Roberto is right that l_push ought to check for overflow... I forgot about the possibility of open calls which might increase the arg list beyond the capacity of a cclosure (which ought to be bigger, anyway).
I would like, however, to note the simplicity derivable from the use of lua_pushupvalues() :)

The curious list iterator allow garbage collection to occur during the traversal of a list; the whole apparatus was carefully designed to allow for iteration. head, tail and emptyp are simply for decoration.
Here it is, in its entirety:

function head(list) local _, rv = list(); return rv end
function tail(list) return (list()) end
function emptyp(list) return (list()) end -- !
do
  local function auxNext(_, list) return list() end
  function listEach(list) return auxNext, nil, list end
end

-- here is the C part. Charmingly simple, no?
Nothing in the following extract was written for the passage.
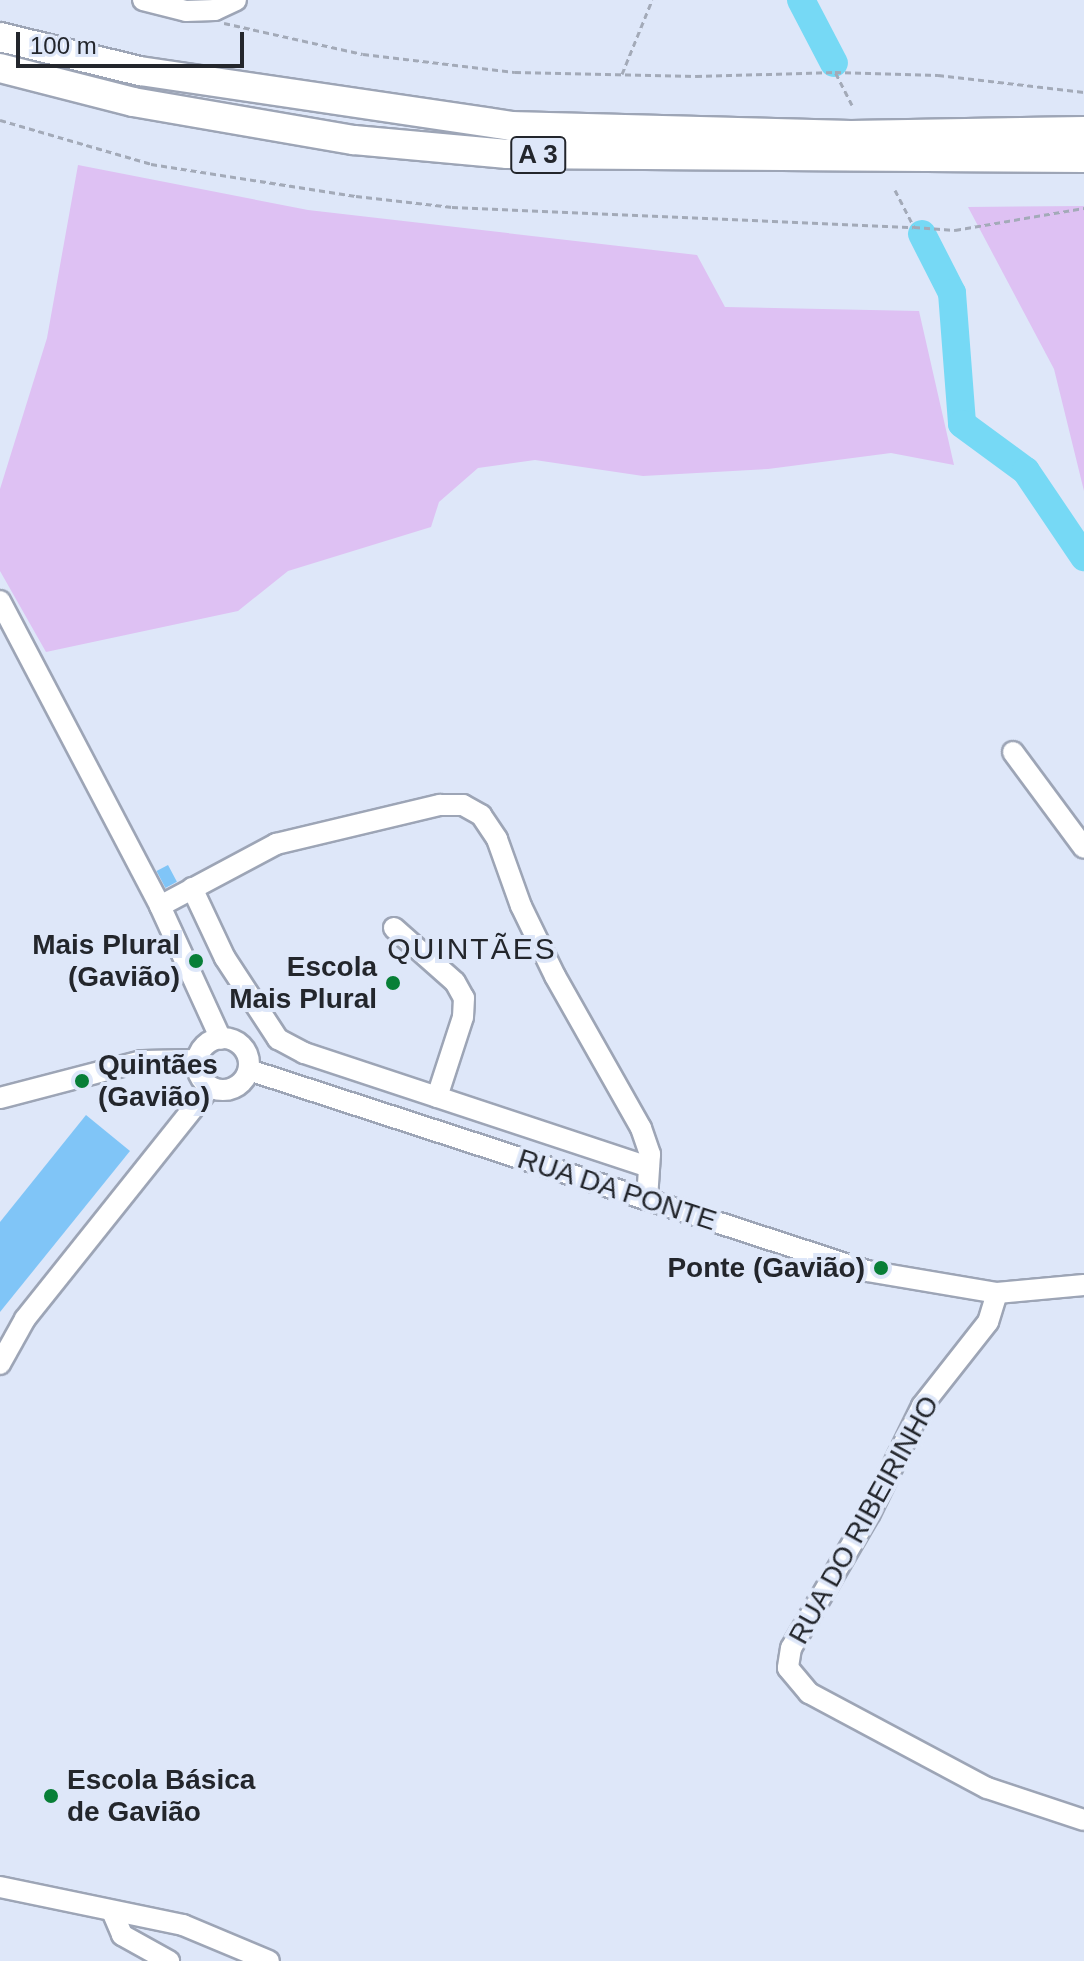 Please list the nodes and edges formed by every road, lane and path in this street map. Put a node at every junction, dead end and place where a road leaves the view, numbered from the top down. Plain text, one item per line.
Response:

static int l_tuple(lua_State *L) {
  return lua_pushupvalues(L);
}

static int l_push(lua_State *L) {
  lua_pushcclosure(L, l_tuple, lua_gettop(L));
  return 1;
}

extern int luaopen_listlib(lua_State *L) {
  lua_pushliteral(L, "push");
  lua_pushcclosure(L, l_push, 0);
  lua_settable(L, LUA_GLOBALSINDEX);
  lua_pushliteral(L, "null");
  lua_pushcclosure(L, l_tuple, 0);
  lua_settable(L, LUA_GLOBALSINDEX);
  return 0;
}

The interesting thing about this implementation, other than the fact that it puts the cdr before the car (actually, that mirrors the original PDP-6 implementation iirc), is that a cell can have any number of values. So you could use it, for example, to collect a list of key=value attributions. (Of course, as usual with lists, you would have to reverse after construction.)